Does the description disclose side effects, auth requirements, rate limits, or destructive behavior?

With no annotations provided, the description carries full burden for behavioral disclosure. It states the retrieval action but doesn't mention pagination, rate limits, authentication needs, error conditions, or what happens when no matches are found. For a list operation with 3 parameters, this leaves significant behavioral gaps.

Agents need to know what a tool does to the world before calling it. Descriptions should go beyond structured annotations to explain consequences.

Conciseness5/5

Is the description appropriately sized, front-loaded, and free of redundancy?

The description is a single, efficient sentence that front-loads the core purpose and includes all key filtering options. There's zero waste or redundancy, making it easy for an agent to parse quickly.

Shorter descriptions cost fewer tokens and are easier for agents to parse. Every sentence should earn its place.

Completeness2/5

Given the tool's complexity, does the description cover enough for an agent to succeed on first attempt?

For a list retrieval tool with 3 parameters and no annotations or output schema, the description is incomplete. It doesn't address behavioral aspects like pagination, sorting, response format, or error handling. While the purpose is clear, the lack of context about how the tool behaves in practice leaves significant gaps for an agent.

Complex tools with many parameters or behaviors need more documentation. Simple tools need less. This dimension scales expectations accordingly.

Parameters3/5

Does the description clarify parameter syntax, constraints, interactions, or defaults beyond what the schema provides?

Schema description coverage is 100%, so parameters are well-documented in the schema. The description adds marginal value by clarifying that filtering is by 'Brand and/or Family' and 'optionally filtered by update date', but doesn't provide additional semantics beyond what the schema already specifies. Baseline 3 is appropriate when schema does the heavy lifting.

Input schemas describe structure but not intent. Descriptions should explain non-obvious parameter relationships and valid value ranges.

Purpose4/5

Does the description clearly state what the tool does and how it differs from similar tools?

The description clearly states the verb ('Retrieve') and resource ('list of watches') with specific filtering criteria ('for a particular Brand and/or Family, optionally filtered by update date'). It distinguishes from siblings like 'get_watch_details' (single watch) and 'list_brands/families' (different resources), but doesn't explicitly contrast with 'search' or 'search_refnr' which might overlap in functionality.
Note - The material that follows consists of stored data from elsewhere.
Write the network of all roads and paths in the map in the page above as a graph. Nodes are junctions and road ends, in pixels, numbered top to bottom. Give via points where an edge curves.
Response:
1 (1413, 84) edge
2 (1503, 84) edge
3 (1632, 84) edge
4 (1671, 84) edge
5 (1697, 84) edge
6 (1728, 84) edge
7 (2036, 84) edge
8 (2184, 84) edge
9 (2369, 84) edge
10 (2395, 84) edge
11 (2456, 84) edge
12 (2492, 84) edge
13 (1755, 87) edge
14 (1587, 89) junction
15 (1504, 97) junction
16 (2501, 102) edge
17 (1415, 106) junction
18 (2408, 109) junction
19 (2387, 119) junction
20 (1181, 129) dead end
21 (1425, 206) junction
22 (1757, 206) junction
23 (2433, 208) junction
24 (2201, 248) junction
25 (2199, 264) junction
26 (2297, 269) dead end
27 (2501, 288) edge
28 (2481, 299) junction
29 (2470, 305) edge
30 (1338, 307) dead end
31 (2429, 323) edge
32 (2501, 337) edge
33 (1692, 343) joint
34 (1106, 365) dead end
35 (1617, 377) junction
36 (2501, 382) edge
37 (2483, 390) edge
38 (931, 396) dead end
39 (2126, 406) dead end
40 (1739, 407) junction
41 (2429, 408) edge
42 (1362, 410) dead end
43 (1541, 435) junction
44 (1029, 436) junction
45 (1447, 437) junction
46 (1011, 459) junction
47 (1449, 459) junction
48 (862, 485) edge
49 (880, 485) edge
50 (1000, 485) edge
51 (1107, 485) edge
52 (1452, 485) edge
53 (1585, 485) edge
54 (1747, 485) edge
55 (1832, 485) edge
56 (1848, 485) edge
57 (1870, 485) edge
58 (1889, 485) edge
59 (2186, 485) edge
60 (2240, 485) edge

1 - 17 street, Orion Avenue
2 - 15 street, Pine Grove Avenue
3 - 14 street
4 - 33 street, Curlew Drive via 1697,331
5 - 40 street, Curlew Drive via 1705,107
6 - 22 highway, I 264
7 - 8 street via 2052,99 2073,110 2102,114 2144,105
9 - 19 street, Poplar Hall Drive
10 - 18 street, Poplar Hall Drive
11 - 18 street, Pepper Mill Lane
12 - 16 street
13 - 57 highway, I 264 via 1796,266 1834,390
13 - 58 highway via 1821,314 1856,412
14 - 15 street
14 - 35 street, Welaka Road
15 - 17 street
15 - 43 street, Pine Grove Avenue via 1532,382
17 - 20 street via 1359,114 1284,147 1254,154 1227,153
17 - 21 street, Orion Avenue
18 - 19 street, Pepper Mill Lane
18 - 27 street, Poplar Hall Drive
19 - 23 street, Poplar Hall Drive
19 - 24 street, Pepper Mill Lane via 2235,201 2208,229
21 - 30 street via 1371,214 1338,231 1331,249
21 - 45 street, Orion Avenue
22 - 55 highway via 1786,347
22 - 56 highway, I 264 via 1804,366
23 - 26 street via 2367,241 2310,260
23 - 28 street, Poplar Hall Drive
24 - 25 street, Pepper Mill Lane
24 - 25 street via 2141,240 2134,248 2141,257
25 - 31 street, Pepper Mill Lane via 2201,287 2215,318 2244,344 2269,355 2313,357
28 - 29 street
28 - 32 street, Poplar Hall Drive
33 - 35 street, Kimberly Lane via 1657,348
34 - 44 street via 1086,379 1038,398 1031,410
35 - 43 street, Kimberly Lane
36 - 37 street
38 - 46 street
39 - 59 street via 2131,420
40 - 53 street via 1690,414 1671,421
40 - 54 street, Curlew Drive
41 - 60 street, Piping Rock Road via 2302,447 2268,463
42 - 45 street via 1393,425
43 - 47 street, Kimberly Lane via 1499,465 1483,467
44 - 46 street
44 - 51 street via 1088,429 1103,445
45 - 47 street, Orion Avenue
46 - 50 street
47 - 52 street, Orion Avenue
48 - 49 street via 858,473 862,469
Agents choose between tools based on descriptions. A clear purpose with a specific verb and resource helps agents select the right tool.

Usage Guidelines2/5

Does the description explain when to use this tool, when not to, or what alternatives exist?

The description provides no guidance on when to use this tool versus alternatives like 'search' or 'search_refnr'. It mentions optional filtering by update date, but doesn't clarify use cases, prerequisites, or exclusions. The agent must infer usage from the name and parameters alone.

Agents often have multiple tools that could apply. Explicit usage guidance like "use X instead of Y when Z" prevents misuse.